Attualmente l’unica terapia disponibile per i bambini con età superiore a 3 anni e con infezione cronica da virus dell’epatite C è la combinazione di interferone pegilato alfa e ribavirina. La terapia, analogamente a quanto già successo per gli adulti, dura 48 settimane per le infezioni da genotipo virale 1 e 4 e 24 settimane per le infezioni da genotipo virale 2 e 3. L’efficacia e la sicurezza della terapia in età pediatrica sono migliori rispetto all’adulto. I bambino tollerano meglio (quindi con minori effetti collaterali) la terapia che è efficace in circa il 50% delle infezioni da genotipo 1 e 4 e 90% di quelle da genotipo 2 e 3.

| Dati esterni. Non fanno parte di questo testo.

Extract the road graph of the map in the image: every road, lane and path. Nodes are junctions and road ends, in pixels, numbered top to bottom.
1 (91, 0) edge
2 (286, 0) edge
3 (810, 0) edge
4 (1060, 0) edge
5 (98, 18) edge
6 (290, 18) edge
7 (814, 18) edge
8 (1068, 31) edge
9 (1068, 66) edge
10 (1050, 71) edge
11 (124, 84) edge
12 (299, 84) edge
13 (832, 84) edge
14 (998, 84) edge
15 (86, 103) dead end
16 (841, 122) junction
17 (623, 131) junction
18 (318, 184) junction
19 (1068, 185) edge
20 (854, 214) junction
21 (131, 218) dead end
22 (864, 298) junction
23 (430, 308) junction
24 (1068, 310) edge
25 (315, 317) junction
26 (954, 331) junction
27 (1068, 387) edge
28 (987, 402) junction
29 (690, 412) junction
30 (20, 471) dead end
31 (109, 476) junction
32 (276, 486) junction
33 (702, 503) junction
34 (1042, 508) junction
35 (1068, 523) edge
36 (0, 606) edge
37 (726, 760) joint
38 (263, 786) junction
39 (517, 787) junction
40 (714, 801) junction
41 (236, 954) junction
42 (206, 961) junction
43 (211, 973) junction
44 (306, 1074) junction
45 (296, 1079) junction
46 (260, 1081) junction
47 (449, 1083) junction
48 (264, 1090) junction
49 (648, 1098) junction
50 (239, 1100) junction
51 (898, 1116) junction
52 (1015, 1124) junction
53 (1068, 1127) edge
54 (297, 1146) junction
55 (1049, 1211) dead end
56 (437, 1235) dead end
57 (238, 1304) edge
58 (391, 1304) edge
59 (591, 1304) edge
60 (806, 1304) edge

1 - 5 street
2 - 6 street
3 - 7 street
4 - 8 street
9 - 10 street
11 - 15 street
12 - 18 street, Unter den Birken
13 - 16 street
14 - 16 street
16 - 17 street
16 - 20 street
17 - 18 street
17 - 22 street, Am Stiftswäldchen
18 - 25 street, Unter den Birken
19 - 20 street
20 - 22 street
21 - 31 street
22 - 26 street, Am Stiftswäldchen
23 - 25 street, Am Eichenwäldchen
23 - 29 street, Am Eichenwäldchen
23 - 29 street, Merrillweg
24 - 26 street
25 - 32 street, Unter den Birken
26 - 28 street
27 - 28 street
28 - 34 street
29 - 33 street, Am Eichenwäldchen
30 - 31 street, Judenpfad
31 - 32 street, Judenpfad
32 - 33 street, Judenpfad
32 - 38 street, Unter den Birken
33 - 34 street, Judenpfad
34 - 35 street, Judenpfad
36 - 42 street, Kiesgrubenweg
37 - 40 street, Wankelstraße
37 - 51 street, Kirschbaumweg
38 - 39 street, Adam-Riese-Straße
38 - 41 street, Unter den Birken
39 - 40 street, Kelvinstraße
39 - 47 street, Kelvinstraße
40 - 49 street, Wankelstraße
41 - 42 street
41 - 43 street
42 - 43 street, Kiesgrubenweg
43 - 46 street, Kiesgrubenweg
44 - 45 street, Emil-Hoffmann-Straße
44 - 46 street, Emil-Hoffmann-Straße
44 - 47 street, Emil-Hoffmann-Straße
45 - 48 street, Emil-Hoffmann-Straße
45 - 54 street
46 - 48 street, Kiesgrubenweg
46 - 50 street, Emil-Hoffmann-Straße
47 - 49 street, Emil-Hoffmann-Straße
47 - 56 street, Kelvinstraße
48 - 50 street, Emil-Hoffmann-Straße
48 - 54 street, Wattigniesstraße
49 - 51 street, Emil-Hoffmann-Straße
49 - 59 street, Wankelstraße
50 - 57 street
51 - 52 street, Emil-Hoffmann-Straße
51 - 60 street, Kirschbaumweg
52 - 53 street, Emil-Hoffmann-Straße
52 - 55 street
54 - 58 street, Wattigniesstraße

Sono da poco cominciati anche in alcuni centri italiani le prime sperimentazioni pediatriche dei nuovi farmaci antivirali ad azione diretta. Sulla scia di quanto già visto per gli adulti, le aspettative per tali sperimentazioni sono alte. Questi farmaci sono facili da somministrare assumendosi interamente per via orale, hanno scarsi effetti collaterali e un’elevata efficacia indipendentemente dal genotipo virale e dallo stadio di malattia. I tempi per il completamento di queste sperimentazioni e la messa in commercio anche per l’età pediatrica dei nuovi farmaci non è prevedibile, ma verosimilmente saranno necessari ancora alcuni anni.

Quale consiglio si sente di dare a tutte quelle donne che sono affette da epatite C e sono indecise sulla gravidanza?
Ad una donna anti-HCV positiva che desidera un figlio suggerisco di rivolgersi a un centro competente per un’accurata messa a punto della situazione epatologica con valutazione dei fattori di rischio sopra menzionati. Se la donna è negativa per HCV RNA nel siero il rischio di trasmissione, come già detto, è minimo. Se viceversa è HCV RNA positiva e vi sono le condizioni idonee a un trattamento, deve essere valutata la possibilità di iniziare la terapia con inibitori virali ad azione diretta. La negativizzazione della PCR HCV è la miglior garanzia di non trasmettere l’infezione al bambino. Qualora la terapia fosse controindicata, rifiutata o inefficace, sarà comunque opportuno un colloquio esaustivo con lo specialista e il medico di fiducia.